A Pictorial Blog of Things I Make,
Items I Collect, Architecture I Love,
and Other Stuff



Monday, April 11, 2011

Selections From My Collection of Parking Lot Post Cards

Has there ever been a more prosaic subject for a post card than a parking lot?

Or a more unbeautiful one?

 A picture post card allows a thoughtful sender to share a pretty scene with a fondly regarded recipient, making these examples rather wry indeed.  

In a poignant attempt to mitigate this acreage of asphalt, someone thought to plant arborvitae around the lampposts.

Hays, Kansas, but it could be Anywhere, U.S.A.

 I collect parking lot post cards mainly because they lay bare an everyday reality largely ignored in the realm of cinema or fine art.

Here's an exception: NYC Parking Lot, a photorealist painting from 1969 by Richard Estes.

This photograph by architect Alex MacLean is titled Houndstooth Pattern in Parking Lot at Disney World. (It can purchased at 20X200)

Springing vaults on Penneys in Lima, Ohio, provide amusing contrast to the planar design of the parking lot.

This indoor agora in Pontiac, Mich., opened in 1963, thrived into the '90s and then braved slow death, finally expiring on September 10, 2009.

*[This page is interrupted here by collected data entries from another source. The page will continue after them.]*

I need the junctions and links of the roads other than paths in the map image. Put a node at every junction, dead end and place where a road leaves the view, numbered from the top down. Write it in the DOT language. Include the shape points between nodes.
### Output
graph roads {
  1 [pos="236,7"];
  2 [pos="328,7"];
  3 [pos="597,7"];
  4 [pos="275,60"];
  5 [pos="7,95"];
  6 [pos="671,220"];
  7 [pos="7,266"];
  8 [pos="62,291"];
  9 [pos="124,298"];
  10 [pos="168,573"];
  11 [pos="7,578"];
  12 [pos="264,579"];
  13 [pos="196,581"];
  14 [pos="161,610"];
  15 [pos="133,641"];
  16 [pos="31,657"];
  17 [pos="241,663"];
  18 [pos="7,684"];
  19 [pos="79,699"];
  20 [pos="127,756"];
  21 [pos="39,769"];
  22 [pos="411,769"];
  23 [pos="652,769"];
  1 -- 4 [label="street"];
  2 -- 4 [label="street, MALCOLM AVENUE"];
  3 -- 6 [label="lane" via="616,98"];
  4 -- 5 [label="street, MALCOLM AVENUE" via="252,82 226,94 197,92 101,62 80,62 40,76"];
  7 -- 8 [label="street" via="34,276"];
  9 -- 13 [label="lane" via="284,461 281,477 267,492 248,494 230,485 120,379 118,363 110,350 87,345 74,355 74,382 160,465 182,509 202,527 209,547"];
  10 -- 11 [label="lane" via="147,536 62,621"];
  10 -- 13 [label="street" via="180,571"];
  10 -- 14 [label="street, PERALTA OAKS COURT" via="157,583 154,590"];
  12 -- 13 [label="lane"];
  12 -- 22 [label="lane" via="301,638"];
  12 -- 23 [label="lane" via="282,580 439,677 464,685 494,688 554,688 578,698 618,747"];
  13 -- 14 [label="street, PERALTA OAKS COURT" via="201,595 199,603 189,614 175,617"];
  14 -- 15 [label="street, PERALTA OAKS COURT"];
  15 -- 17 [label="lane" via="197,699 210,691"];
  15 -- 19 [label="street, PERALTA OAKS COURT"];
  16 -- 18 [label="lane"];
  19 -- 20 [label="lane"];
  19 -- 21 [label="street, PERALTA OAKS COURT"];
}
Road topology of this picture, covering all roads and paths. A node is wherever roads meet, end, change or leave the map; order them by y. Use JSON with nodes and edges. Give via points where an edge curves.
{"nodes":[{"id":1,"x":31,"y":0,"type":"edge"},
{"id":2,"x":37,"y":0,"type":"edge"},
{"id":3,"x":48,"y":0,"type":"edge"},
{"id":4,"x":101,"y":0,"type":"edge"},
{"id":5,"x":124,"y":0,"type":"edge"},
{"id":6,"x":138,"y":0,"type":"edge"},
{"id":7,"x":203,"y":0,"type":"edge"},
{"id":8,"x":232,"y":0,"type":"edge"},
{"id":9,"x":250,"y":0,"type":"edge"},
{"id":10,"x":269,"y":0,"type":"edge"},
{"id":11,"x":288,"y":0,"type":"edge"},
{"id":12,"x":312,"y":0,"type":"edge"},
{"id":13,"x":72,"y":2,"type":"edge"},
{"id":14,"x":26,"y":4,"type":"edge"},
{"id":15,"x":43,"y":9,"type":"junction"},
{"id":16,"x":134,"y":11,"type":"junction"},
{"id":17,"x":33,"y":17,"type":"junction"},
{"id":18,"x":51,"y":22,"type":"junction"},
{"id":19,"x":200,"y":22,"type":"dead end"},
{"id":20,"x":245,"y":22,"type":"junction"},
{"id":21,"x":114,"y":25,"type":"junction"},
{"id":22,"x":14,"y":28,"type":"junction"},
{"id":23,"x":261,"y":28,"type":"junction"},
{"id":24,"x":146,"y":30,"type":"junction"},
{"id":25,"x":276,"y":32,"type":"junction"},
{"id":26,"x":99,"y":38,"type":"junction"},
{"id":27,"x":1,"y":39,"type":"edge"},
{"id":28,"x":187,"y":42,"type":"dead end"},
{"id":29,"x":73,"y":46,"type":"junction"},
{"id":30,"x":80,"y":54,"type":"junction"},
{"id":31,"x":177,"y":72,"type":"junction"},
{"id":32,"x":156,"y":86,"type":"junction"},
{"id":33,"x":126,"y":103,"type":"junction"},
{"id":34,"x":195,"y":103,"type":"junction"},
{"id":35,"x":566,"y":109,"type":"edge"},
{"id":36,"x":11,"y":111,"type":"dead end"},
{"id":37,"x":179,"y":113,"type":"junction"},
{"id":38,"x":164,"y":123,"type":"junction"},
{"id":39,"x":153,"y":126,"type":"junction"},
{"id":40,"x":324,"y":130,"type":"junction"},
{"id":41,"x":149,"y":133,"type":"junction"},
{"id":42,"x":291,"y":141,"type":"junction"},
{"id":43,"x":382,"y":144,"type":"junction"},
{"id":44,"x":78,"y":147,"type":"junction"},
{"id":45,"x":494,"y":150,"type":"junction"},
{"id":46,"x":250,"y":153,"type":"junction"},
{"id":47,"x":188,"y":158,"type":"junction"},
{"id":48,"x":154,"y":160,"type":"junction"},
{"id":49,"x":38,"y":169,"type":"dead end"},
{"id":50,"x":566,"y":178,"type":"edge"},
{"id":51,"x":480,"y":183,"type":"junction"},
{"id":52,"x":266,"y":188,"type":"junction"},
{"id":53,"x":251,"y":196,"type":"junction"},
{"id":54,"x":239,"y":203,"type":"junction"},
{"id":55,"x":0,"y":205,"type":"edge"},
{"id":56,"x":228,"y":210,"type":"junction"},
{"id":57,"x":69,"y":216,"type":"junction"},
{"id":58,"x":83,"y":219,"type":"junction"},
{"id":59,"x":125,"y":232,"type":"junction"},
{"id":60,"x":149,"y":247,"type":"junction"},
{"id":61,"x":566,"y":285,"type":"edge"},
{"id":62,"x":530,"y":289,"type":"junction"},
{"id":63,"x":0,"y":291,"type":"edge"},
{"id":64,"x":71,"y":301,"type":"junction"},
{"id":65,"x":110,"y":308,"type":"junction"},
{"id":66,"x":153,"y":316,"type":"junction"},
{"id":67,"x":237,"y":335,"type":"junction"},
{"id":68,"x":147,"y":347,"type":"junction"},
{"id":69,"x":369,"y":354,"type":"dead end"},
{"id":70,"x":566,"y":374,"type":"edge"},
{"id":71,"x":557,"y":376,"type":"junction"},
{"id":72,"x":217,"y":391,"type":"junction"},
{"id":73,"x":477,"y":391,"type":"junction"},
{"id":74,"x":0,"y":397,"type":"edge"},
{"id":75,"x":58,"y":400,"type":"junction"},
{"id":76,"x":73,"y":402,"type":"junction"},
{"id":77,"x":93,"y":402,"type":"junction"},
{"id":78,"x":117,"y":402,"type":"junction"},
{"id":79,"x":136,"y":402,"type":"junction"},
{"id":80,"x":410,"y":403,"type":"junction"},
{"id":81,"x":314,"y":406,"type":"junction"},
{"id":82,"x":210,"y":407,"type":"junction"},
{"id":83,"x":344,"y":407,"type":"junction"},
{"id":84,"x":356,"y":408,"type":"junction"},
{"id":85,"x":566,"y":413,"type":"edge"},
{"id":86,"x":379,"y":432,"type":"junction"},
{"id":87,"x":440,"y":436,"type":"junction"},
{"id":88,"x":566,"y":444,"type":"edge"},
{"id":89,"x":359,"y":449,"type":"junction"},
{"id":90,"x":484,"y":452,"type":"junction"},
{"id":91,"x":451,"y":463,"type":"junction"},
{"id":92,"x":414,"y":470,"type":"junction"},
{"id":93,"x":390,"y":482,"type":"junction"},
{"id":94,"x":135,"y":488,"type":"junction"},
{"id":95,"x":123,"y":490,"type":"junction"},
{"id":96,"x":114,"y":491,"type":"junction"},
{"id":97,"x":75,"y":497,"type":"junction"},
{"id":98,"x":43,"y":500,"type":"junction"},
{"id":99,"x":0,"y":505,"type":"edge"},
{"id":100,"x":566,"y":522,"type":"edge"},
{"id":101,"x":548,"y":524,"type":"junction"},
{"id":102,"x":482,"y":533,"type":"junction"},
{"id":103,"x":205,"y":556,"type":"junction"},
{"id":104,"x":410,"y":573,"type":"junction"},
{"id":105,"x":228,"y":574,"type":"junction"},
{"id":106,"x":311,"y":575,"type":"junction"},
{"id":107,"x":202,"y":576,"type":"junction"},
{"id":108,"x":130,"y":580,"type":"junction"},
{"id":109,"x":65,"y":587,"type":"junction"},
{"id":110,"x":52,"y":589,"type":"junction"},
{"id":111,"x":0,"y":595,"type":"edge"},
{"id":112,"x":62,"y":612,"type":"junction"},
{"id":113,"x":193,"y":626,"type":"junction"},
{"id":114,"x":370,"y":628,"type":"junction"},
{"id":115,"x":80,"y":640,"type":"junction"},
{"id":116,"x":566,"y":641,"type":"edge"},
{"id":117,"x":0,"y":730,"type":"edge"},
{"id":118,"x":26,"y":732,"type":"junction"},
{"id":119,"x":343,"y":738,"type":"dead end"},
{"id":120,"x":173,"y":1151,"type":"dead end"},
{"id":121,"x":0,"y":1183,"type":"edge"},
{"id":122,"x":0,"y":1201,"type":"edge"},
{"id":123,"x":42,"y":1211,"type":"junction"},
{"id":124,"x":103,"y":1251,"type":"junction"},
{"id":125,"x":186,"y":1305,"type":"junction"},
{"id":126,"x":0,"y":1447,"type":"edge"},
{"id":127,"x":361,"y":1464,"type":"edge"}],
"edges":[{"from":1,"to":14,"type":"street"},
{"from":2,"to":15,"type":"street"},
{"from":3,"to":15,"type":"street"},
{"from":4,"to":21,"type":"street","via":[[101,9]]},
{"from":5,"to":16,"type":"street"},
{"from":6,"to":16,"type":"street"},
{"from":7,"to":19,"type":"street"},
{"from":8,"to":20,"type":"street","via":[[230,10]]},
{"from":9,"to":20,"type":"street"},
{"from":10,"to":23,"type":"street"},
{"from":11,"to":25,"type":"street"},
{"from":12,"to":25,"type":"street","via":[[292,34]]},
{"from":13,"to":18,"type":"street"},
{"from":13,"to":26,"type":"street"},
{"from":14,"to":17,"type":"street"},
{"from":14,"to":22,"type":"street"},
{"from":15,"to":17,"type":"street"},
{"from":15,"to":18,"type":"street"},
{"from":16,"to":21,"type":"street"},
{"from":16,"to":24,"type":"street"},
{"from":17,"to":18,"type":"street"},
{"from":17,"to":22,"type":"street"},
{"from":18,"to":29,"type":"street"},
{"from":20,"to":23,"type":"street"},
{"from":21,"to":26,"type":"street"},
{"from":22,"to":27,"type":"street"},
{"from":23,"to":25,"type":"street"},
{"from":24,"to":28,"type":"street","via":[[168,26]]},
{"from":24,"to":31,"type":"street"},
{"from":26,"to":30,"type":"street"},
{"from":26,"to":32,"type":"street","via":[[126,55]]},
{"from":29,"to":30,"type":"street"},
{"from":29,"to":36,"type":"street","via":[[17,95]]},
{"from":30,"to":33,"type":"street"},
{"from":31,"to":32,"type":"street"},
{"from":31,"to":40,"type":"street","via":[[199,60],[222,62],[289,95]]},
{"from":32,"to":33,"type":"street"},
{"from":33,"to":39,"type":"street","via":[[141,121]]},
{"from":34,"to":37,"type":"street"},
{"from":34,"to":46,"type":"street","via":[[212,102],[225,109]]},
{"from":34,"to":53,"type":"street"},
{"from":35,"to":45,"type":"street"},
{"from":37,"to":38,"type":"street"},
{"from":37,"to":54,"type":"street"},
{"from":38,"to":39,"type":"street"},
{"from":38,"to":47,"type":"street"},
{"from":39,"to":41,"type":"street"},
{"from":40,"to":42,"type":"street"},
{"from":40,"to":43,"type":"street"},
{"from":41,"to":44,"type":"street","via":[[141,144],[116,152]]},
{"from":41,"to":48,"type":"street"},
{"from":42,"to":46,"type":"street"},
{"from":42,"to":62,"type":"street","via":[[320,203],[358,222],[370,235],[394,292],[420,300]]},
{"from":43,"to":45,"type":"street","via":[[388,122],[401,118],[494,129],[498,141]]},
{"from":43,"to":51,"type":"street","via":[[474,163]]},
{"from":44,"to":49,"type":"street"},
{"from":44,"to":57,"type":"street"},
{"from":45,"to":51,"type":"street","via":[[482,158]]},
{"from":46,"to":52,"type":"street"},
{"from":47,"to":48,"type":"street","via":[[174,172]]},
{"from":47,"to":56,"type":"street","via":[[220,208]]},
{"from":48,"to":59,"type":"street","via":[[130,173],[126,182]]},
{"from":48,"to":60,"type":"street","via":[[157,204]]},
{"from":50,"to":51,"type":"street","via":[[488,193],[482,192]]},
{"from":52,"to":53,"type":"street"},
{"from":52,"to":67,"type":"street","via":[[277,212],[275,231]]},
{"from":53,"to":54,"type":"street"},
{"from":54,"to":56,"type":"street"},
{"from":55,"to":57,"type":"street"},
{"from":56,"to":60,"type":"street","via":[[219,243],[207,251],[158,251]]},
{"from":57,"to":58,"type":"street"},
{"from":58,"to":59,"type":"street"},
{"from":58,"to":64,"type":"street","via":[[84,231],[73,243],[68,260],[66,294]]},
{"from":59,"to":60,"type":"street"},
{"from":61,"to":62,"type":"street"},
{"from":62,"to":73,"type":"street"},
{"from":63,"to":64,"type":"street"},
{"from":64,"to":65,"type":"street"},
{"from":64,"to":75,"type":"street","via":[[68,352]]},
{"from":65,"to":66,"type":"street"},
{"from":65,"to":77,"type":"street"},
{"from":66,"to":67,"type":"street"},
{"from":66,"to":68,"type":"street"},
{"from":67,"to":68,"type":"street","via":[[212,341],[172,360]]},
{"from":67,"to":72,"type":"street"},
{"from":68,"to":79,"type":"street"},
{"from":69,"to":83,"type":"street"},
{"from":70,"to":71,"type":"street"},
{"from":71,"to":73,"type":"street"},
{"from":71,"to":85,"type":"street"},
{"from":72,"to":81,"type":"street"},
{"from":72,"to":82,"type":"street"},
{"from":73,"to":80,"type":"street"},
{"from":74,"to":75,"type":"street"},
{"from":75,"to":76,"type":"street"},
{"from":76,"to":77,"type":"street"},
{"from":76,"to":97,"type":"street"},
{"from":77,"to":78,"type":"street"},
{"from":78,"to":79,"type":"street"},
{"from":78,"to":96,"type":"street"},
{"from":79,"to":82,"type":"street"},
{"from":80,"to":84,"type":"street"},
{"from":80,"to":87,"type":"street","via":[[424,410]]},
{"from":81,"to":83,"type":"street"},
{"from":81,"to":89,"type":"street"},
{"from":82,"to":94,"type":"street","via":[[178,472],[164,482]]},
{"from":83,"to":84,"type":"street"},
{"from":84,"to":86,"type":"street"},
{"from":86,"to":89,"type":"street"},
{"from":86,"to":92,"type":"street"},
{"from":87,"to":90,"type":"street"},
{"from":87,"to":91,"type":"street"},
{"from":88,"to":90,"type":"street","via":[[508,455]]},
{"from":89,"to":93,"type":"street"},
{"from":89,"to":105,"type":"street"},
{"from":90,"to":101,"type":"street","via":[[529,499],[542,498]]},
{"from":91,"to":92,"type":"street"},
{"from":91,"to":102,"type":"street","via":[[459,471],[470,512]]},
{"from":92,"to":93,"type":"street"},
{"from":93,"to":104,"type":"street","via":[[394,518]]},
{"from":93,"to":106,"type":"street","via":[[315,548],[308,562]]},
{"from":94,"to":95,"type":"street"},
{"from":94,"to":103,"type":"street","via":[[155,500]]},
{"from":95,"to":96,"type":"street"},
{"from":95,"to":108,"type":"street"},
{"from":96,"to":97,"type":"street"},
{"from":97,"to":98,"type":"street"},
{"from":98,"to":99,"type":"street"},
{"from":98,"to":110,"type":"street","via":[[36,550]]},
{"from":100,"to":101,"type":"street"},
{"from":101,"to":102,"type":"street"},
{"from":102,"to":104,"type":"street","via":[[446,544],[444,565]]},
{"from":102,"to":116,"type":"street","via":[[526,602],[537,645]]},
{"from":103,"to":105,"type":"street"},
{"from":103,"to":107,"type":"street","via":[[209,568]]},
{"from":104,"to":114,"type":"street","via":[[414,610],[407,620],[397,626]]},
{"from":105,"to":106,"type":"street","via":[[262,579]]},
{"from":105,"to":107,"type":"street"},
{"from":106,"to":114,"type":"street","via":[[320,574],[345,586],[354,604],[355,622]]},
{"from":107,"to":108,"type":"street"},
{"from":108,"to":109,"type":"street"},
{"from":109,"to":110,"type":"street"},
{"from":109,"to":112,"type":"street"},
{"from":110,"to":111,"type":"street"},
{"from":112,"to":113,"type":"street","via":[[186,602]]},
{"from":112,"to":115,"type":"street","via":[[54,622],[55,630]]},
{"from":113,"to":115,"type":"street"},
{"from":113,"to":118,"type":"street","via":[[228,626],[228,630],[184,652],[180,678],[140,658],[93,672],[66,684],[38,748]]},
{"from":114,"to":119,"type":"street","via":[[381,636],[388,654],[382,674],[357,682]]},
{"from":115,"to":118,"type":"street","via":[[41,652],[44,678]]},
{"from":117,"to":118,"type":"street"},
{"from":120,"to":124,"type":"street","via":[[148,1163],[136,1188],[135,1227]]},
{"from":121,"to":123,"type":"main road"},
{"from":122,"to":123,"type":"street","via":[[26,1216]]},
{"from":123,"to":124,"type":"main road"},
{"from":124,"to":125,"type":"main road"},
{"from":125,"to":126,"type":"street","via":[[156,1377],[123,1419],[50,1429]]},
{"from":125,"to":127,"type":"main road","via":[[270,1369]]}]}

 Inspired by the design of the Milan's Galleria Vittoria Emanuele by architect Giuseppe Mengoni, Southdale Center in Edina, Minn., opened on October 8, 1956, as the country's first fully-enclosed mall, featuring a constant climate-controlled temperature of 72 degrees. Despite this distinction, it is not listed on the National Register of Historic Places.

Parking lots raise the temperature from two to 10 degrees higher than surrounding areas, making the air-con temps of a mall all the more pleasurable.

Joni Mitchell's "Big Yellow Taxi" was translated into French as "Le Grand Parking," an apt title for this post card of the parking lot at the Oakland Mall in Troy, Mich.